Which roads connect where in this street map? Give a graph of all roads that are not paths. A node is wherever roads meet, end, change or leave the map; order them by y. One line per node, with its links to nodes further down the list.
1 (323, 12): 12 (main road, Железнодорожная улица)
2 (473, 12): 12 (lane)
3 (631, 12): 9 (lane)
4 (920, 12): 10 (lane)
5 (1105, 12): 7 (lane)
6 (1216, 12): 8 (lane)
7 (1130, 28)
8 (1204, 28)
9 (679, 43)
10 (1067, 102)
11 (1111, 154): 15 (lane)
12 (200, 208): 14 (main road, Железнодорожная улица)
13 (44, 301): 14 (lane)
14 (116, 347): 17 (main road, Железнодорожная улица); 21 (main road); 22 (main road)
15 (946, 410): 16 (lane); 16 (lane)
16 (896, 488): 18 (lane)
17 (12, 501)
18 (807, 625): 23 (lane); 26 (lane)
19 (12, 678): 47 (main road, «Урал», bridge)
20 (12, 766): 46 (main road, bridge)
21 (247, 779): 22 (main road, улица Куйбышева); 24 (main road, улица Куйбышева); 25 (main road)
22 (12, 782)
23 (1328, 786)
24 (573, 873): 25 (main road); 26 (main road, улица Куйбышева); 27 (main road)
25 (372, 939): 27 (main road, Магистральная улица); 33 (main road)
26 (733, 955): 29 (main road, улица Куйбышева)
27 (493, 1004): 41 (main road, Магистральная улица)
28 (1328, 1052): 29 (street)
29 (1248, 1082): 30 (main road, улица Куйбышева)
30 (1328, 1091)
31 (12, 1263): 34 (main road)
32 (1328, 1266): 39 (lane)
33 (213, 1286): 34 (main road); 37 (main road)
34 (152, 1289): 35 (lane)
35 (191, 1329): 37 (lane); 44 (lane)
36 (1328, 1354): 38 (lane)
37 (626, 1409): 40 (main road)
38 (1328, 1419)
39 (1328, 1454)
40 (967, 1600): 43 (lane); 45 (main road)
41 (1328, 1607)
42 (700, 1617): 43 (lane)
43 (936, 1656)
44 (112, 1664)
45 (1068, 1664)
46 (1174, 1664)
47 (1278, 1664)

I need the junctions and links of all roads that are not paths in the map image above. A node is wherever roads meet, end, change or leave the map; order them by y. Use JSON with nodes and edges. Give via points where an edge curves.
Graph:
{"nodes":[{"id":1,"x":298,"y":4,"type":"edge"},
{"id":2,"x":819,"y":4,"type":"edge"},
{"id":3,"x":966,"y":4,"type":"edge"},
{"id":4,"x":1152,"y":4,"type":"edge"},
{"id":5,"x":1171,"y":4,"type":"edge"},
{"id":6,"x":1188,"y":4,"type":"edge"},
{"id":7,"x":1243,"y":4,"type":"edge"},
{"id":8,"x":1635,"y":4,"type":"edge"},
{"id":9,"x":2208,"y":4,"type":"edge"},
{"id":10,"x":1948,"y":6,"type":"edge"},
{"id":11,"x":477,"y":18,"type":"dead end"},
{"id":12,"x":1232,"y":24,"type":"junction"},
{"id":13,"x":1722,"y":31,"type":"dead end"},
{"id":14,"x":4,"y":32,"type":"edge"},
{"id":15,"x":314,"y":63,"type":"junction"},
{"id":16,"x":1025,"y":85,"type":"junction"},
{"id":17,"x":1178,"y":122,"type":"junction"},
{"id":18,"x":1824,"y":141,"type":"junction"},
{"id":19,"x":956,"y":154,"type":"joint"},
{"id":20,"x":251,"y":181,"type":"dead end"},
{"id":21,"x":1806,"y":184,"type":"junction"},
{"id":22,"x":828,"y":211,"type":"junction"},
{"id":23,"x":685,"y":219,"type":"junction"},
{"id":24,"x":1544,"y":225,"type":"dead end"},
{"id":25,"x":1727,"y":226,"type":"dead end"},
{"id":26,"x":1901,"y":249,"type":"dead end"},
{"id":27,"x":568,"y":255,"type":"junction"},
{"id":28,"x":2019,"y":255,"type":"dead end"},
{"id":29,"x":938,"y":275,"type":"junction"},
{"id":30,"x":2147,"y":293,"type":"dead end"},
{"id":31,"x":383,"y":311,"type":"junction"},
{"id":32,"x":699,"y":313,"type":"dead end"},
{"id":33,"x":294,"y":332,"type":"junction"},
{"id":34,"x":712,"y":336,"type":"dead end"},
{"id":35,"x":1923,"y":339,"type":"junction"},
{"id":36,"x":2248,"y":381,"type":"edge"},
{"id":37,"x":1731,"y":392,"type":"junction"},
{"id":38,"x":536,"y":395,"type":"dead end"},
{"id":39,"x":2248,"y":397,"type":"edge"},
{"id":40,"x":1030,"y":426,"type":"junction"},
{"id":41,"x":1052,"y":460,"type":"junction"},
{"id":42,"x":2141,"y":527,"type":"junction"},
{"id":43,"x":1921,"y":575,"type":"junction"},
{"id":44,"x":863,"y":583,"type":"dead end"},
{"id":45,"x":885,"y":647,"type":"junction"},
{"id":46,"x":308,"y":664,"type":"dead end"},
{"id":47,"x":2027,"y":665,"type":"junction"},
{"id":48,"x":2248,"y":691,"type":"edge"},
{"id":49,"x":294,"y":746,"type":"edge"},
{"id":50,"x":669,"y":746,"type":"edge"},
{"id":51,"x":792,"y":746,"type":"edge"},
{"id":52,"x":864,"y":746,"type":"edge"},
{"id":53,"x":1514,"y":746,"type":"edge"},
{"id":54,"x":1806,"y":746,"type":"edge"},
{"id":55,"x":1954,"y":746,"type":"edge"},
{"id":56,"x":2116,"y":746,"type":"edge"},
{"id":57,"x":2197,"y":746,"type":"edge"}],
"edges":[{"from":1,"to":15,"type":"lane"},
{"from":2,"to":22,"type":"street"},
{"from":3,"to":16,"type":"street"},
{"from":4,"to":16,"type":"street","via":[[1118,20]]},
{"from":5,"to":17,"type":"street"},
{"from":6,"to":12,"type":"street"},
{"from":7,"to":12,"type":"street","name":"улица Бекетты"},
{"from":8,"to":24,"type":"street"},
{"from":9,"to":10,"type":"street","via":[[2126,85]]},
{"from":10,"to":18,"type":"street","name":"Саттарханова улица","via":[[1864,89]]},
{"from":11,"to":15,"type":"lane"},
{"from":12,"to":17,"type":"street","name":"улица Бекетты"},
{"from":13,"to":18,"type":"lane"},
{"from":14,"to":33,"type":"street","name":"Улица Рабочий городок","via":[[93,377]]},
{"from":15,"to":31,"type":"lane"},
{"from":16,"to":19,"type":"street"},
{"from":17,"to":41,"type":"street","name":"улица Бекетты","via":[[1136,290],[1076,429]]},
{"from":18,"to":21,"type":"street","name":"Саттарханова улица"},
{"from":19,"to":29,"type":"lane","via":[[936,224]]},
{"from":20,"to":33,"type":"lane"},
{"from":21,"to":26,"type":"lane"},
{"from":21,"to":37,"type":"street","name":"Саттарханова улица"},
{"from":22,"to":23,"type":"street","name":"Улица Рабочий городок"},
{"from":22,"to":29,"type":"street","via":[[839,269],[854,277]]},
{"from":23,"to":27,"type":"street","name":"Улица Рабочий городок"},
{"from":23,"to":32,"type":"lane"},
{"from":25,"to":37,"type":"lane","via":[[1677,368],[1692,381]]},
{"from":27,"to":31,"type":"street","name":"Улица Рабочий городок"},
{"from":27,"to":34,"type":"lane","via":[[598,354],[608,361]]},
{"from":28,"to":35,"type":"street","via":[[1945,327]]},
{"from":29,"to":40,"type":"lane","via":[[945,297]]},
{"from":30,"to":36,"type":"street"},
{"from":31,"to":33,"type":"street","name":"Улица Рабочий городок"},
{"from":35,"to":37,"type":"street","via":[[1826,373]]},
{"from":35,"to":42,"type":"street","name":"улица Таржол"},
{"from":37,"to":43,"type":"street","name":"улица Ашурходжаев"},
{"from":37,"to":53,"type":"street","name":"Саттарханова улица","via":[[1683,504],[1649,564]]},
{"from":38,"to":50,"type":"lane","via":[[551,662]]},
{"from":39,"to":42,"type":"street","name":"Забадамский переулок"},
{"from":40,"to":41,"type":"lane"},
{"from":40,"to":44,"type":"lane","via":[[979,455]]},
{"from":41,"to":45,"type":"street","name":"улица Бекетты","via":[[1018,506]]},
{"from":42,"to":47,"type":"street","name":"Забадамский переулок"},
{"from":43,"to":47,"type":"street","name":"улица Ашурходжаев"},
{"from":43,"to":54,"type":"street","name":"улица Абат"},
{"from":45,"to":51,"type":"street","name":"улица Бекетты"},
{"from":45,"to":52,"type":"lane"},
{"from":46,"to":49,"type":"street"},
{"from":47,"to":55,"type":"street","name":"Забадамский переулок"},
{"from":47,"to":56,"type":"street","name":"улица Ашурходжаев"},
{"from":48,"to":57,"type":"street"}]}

--------

→ Prompt: Look through the data above. Copy every line with the string "Рабочий" in it.

→ Solution to the problem:
{"from":14,"to":33,"type":"street","name":"Улица Рабочий городок","via":[[93,377]]},
{"from":22,"to":23,"type":"street","name":"Улица Рабочий городок"},
{"from":23,"to":27,"type":"street","name":"Улица Рабочий городок"},
{"from":27,"to":31,"type":"street","name":"Улица Рабочий городок"},
{"from":31,"to":33,"type":"street","name":"Улица Рабочий городок"},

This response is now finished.